Tally how many lines in the material include the word "Mehe", then give that figure by itself.

○ ○ ○

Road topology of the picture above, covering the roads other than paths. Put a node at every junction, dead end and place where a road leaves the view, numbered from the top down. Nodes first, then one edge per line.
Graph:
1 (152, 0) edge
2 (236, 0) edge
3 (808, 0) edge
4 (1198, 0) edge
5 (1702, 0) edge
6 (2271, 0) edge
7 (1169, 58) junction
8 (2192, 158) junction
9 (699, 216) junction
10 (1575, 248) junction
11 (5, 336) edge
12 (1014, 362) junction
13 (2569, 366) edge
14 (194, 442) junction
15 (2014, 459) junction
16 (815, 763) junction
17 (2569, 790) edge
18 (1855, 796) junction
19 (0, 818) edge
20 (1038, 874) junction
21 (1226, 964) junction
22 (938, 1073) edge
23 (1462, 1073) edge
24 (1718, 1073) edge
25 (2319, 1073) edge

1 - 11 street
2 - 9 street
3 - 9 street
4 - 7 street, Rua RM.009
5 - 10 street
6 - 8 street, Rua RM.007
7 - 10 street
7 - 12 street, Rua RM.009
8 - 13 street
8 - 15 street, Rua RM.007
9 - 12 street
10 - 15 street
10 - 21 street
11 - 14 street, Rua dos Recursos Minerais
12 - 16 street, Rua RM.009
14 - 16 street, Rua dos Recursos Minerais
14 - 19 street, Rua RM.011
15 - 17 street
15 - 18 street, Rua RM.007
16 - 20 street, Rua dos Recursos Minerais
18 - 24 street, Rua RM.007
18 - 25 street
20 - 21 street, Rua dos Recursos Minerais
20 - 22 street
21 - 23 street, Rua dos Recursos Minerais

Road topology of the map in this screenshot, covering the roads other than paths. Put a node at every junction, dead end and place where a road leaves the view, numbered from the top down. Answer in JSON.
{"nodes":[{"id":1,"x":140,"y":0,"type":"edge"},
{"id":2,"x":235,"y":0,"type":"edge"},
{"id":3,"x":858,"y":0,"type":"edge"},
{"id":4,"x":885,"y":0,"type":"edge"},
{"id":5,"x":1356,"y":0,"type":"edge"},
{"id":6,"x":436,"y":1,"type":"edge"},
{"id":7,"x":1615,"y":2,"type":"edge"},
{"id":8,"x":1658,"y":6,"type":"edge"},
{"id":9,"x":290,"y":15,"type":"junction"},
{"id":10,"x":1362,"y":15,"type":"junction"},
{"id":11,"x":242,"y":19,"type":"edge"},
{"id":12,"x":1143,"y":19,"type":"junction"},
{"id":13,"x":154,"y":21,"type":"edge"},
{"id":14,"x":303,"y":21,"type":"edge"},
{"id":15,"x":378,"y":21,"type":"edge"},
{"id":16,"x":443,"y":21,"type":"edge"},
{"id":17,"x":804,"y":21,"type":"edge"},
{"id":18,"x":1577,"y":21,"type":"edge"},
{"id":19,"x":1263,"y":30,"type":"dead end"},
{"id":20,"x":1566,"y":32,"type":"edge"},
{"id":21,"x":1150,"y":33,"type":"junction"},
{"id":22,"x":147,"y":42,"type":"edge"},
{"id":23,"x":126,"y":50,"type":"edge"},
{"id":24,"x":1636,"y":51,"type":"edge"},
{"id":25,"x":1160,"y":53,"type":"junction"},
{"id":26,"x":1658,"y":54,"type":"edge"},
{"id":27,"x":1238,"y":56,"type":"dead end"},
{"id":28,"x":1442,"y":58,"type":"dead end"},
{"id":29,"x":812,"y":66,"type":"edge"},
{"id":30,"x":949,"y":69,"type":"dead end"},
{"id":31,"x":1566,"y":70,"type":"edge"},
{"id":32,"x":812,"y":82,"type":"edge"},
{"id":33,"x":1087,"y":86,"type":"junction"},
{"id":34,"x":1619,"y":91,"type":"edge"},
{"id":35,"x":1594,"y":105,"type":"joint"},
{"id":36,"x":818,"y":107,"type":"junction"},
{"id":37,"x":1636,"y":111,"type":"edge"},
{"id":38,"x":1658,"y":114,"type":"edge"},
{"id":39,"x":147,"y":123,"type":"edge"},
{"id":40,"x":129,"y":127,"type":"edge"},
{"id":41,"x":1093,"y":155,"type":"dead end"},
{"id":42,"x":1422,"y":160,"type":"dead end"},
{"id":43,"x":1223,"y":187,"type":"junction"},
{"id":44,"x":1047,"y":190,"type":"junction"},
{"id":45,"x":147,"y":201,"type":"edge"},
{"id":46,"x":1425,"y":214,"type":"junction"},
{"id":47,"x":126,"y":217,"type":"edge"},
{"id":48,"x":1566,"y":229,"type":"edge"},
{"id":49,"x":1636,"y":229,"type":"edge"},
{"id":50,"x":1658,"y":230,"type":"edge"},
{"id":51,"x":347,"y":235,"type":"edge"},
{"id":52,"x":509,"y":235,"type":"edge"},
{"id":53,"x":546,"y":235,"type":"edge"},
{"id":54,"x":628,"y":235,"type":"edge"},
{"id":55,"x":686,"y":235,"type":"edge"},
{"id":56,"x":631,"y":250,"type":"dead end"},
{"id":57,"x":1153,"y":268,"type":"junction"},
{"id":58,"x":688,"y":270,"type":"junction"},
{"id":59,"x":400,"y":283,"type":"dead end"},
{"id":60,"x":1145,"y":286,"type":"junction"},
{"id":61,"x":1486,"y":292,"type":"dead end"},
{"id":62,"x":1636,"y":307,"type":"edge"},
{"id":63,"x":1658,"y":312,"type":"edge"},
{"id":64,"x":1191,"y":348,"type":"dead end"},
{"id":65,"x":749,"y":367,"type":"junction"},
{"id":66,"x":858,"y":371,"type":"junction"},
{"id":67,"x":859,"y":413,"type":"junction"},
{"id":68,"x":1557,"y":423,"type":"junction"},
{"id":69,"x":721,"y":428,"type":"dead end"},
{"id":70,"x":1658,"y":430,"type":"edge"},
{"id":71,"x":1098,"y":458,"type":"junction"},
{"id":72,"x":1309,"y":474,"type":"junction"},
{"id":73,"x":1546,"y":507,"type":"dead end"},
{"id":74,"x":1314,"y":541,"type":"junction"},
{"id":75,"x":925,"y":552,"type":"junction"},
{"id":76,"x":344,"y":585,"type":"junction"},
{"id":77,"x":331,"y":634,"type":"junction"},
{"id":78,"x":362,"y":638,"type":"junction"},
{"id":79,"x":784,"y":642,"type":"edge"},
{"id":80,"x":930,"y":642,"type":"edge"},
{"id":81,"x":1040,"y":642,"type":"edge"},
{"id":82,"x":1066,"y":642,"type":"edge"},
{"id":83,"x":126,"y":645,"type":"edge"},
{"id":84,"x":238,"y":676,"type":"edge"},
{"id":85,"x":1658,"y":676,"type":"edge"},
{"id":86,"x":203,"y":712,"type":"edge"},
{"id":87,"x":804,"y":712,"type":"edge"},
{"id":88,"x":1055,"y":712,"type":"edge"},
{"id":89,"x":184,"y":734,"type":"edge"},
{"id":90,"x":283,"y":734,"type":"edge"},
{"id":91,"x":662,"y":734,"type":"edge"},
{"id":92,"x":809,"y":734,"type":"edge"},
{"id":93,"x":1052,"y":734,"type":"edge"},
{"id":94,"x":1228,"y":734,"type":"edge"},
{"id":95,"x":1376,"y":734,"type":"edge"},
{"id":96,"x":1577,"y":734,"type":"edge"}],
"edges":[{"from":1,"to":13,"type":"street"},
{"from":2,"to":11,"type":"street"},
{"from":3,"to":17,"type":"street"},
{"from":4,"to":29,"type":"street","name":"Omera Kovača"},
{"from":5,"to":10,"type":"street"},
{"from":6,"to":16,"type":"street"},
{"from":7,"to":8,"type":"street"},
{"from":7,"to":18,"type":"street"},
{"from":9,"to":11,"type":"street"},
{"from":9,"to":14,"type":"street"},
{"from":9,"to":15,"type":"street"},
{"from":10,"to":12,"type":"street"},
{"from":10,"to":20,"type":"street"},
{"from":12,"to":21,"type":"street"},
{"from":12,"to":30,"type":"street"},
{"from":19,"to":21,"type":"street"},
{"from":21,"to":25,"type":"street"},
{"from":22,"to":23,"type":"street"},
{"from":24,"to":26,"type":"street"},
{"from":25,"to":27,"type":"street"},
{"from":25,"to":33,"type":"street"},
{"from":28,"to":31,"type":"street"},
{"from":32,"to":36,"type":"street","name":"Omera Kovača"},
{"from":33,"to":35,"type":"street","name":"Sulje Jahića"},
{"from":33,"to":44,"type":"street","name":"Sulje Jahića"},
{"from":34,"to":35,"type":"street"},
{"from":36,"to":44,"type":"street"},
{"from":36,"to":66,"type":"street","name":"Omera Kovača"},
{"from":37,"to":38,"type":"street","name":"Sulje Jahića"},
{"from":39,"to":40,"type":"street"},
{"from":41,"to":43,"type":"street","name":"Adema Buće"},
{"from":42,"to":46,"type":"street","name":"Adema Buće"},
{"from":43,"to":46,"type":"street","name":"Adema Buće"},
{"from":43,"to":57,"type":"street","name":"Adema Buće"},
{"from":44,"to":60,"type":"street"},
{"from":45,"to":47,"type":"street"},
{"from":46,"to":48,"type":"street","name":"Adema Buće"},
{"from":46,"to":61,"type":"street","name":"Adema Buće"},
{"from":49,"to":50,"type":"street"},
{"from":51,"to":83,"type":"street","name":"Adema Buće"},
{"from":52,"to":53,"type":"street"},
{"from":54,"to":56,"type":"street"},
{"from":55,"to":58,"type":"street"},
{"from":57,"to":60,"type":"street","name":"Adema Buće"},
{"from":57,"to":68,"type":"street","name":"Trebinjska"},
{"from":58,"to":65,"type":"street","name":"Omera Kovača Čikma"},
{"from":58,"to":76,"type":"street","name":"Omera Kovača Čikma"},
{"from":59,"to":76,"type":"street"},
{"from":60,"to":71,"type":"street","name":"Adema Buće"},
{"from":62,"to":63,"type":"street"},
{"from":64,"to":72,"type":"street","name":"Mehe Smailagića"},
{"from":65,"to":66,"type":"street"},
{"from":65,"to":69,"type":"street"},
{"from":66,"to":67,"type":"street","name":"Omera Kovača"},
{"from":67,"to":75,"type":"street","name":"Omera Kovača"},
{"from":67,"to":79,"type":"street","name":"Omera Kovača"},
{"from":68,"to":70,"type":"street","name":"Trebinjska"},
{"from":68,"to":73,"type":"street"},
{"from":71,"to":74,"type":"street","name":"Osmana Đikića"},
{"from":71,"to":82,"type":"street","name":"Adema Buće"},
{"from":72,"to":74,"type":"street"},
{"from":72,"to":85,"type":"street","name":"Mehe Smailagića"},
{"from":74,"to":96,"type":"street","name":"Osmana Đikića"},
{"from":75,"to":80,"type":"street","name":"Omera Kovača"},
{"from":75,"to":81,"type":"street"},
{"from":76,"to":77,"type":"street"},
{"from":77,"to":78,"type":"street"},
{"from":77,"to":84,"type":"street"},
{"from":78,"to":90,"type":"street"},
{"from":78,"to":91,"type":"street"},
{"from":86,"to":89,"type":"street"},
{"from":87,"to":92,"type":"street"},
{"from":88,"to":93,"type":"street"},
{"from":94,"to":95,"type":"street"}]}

○ ○ ○

## Solution to the problem
2